First, check out our friend John Inazu's excellent new piece, The Four Freedoms and the Future of Religious Liberty. The article continues John's illuminating work on the way in which the distinct freedoms enumerated in the First Amendment are being collapsed into a single, undifferentiated principle -- in this case, speech; in some of John's previous work, the freedom of association (and in particular its speech-y features). I am, to put it mildly, sympathetic to the thesis that the contemporary impulse is toward collapsing rights and the values that underwrite them, rather than preserving their distinctiveness. Here is the abstract:
The First Amendment’s rights of speech, press, religion, and assembly were once “interwoven” but distinct. Together, these freedoms advanced a pluralist skepticism of state orthodoxy that protected religious and other forms of liberty. The connections among these rights were evident at the Framing. They were also prominent during the 1930s and 1940s, when legal and political rhetoric recognized the “preferred position” of the “Four Freedoms.” We have lost sight of the Four Freedoms, supplanting their unified distinctiveness with an undifferentiated free speech framework driven by unsatisfying concepts like content neutrality and public forum analysis. It did not have to be this way, and it may not be too late to change course. This Article seeks to renew the pluralist emphasis once represented by the Four Freedoms.
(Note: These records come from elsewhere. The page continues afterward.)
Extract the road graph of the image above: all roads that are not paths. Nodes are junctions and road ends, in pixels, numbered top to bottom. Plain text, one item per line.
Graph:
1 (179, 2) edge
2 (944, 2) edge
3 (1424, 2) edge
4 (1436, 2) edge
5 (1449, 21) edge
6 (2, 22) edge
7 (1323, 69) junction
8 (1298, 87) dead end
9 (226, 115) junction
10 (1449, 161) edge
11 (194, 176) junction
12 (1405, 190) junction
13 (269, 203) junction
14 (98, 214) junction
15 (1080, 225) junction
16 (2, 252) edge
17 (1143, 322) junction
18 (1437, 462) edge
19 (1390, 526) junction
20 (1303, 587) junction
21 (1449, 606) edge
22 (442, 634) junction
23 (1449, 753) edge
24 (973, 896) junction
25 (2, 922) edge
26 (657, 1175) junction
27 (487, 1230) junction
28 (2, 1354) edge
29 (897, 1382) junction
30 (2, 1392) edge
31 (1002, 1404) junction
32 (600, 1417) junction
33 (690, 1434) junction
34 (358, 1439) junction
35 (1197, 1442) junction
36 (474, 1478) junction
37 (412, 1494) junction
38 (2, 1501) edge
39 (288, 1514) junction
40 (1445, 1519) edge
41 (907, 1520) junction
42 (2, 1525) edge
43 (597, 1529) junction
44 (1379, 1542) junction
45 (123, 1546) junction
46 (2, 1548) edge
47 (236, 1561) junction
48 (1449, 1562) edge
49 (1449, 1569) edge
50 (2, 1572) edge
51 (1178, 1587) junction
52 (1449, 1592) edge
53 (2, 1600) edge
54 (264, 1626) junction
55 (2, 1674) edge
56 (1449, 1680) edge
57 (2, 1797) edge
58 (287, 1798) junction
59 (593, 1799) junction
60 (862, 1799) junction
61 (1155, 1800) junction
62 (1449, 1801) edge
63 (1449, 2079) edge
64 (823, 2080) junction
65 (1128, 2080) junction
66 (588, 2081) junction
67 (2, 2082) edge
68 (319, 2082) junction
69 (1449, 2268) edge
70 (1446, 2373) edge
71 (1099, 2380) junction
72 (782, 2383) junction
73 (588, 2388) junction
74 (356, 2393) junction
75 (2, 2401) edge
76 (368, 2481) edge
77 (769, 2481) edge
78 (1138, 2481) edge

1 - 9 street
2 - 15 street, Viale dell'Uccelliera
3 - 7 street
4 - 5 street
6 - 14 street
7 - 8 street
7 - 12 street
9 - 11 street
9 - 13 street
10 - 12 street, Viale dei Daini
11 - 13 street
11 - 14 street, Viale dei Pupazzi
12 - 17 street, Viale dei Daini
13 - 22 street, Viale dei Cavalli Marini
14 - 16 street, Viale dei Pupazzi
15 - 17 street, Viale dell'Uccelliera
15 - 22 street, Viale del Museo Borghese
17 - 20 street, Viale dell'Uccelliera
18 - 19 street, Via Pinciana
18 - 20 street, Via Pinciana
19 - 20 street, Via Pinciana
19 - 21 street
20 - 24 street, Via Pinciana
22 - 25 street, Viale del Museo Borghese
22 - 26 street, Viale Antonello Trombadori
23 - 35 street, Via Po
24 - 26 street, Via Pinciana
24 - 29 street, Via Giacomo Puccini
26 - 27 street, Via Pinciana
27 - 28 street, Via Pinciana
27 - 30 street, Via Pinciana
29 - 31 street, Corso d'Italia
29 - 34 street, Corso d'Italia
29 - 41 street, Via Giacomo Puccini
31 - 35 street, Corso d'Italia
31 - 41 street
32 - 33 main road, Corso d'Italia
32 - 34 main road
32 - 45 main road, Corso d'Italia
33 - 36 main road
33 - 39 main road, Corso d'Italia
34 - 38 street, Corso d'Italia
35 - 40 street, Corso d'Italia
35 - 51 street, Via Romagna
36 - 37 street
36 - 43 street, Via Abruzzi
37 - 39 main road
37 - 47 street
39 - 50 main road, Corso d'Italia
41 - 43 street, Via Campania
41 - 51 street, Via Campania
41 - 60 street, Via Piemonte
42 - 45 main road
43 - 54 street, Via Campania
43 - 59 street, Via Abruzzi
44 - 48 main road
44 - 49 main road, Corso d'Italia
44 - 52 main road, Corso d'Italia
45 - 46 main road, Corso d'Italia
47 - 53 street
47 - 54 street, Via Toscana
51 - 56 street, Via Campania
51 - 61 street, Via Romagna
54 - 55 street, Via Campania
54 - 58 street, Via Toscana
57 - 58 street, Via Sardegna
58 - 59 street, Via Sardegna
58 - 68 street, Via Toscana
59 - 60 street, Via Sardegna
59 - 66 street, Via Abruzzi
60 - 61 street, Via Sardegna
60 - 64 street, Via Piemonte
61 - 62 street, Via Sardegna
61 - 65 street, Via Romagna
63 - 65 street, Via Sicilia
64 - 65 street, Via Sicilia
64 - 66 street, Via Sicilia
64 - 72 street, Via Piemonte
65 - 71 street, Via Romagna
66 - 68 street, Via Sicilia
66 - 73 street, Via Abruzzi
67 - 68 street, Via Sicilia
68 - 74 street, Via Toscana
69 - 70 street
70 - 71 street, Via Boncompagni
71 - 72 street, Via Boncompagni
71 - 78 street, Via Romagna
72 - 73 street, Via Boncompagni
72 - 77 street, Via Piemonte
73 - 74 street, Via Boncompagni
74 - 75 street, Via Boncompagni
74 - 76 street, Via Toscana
The consequences of losing the pluralist vision are nowhere more evident than in the diminishing constitutional protections for religious groups, which are paradigmatic of the expressive, dissenting, and culture-forming groups of civil society. The Four Freedoms remind us that the boundaries of religious liberty have never rested solely in the First Amendment’s free exercise clause — religious liberty is best strengthened by ensuring robust protections of more general forms of liberty. But the normative effort to reclaim pluralism is not without costs, and it confronts powerful objections from anti-discrimination norms pertaining to race, gender, and sexual orientation — objections that cannot go unanswered.
Second, take a look at the conclusion of the debate between Barak Richman and Dan Crane on the issue of the application of the ministerial exception to the question of conservative Judaism and the hiring of rabbis. Of particular interest, I thought, was each man's discussion of the respective "creep" that can occur -- either for the Establishment Clause or for the antitrust laws (and, as Barak says, on the former check out Mike Helfand's recent excellent work). Barak's post is here; Dan's response is here.